A few weeks later I found the apartment I am about to leave.
Why is it so difficult to find an apartment in Paris? Well, I can only guess that it’s because living in Paris is in high demand. There’s also the process of putting together a file, or dossier, that the landlord will accept. That usually requires one to have a permanent work contract (CDI) making more than 3x the rent which is actually damn near impossible for most people with average jobs.
There’s also the matter of having a guarantor. If you’re a foreigner with no friends or family in France making three times your rent, you need to pay out of pocket to some shady third party, or have a years worth of rent blocked up in your bank account (and if you’re new here you may not even be able to open a bank account without a place to live…catch 22).

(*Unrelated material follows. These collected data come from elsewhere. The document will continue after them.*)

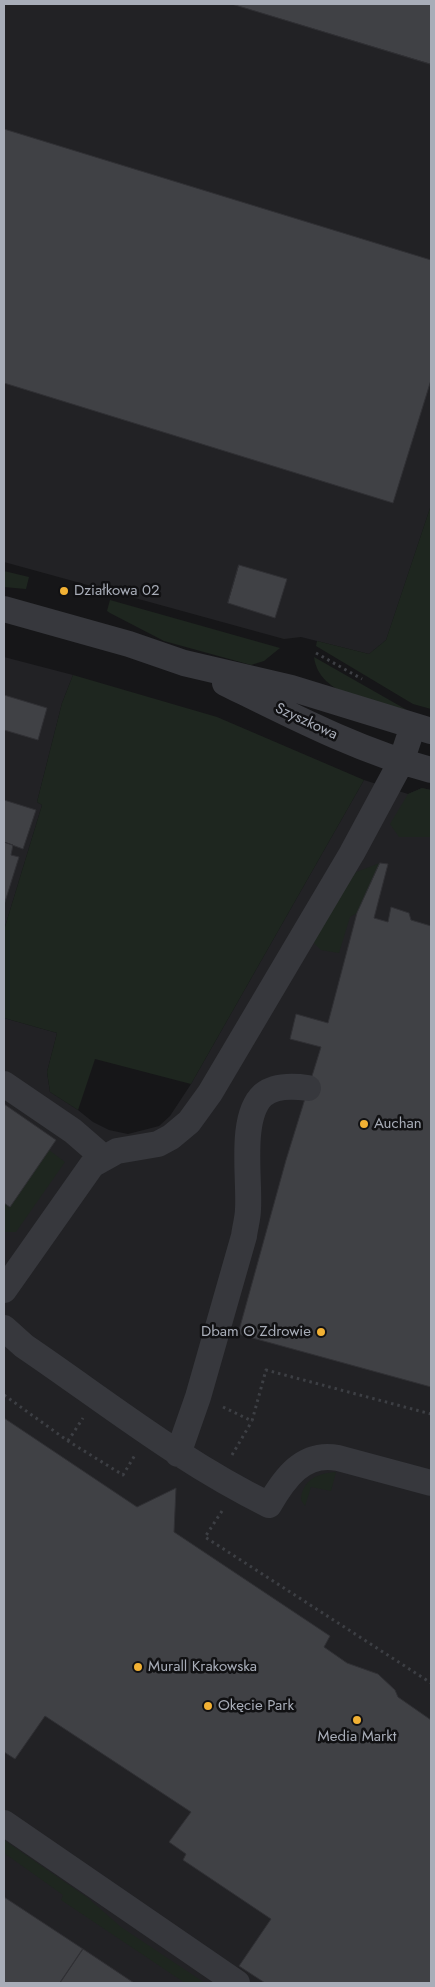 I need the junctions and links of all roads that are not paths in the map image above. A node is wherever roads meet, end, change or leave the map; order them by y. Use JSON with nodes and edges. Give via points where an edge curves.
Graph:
{"nodes":[{"id":1,"x":4,"y":609,"type":"edge"},
{"id":2,"x":184,"y":663,"type":"junction"},
{"id":3,"x":422,"y":729,"type":"edge"},
{"id":4,"x":401,"y":762,"type":"junction"},
{"id":5,"x":431,"y":770,"type":"edge"},
{"id":6,"x":4,"y":1084,"type":"edge"},
{"id":7,"x":308,"y":1088,"type":"dead end"},
{"id":8,"x":103,"y":1157,"type":"junction"},
{"id":9,"x":4,"y":1290,"type":"edge"},
{"id":10,"x":4,"y":1328,"type":"edge"},
{"id":11,"x":178,"y":1454,"type":"junction"},
{"id":12,"x":431,"y":1483,"type":"edge"},
{"id":13,"x":4,"y":1823,"type":"edge"},
{"id":14,"x":237,"y":1983,"type":"edge"}],
"edges":[{"from":1,"to":2,"type":"street","name":"Szyszkowa"},
{"from":2,"to":3,"type":"street","name":"Szyszkowa","via":[[291,688]]},
{"from":2,"to":4,"type":"street","name":"Szyszkowa","via":[[327,733]]},
{"from":3,"to":4,"type":"street"},
{"from":4,"to":5,"type":"street","name":"Szyszkowa"},
{"from":4,"to":8,"type":"street","via":[[347,861],[210,1093],[189,1122],[158,1144],[116,1151]]},
{"from":6,"to":8,"type":"street","via":[[73,1131]]},
{"from":7,"to":11,"type":"street","via":[[285,1087],[264,1095],[251,1116],[244,1236],[198,1397]]},
{"from":8,"to":9,"type":"street","via":[[92,1165]]},
{"from":10,"to":11,"type":"street","via":[[24,1346]]},
{"from":11,"to":12,"type":"street","via":[[269,1505],[292,1473],[302,1463],[316,1457],[332,1457]]},
{"from":13,"to":14,"type":"street"}]}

The difficulty of proving you make enough to rent even if you do leads many people to fake their documents. It’s almost standard.
Once you have a nice dossier ready to go there’s the matter of sorting through the endless scams cluttering the apartment postings that can fool even the most savvy of searchers, although most people aren’t really that savvy.
There’s a particularly nasty scam that uses Air b&b to show the apartment to prospective renters, sign a fake contract and take their deposit and first month rent only to have the real owners come back just before or after moving day.
The real best way to find a new apartment is just…to know someone who’s moving out and can put in a good word for you with the landlord.
And this is how I found my new apartment.
At the end of March I’ll be moving into a new apartment in the same building where I currently live. I realized a while ago that my current landlord has been wildly overcharging me for the place where I live, while also maintaining that she was following the Paris rent law.
In the fall, she attempted to raise my rent even further, while pretending like she had been doing me a favor by not raising it until now. She met with me in person, and showed me – on her phone – some random numbers PROVING how much she had “saved” me, like some kind of used car salesman.
I was offended that she thought I was so dumb.
You see, in Paris there is a strict law about how much one can charge for an apartment and also how much one can raise the rent in any given year. If you don’t raise it for one year, you forfeit that raise. It’s not automatic, as she was trying to convince me it was.
Thankfully, I felt this coming, and I had thought to ask someone in my building if he knew of anyone moving out.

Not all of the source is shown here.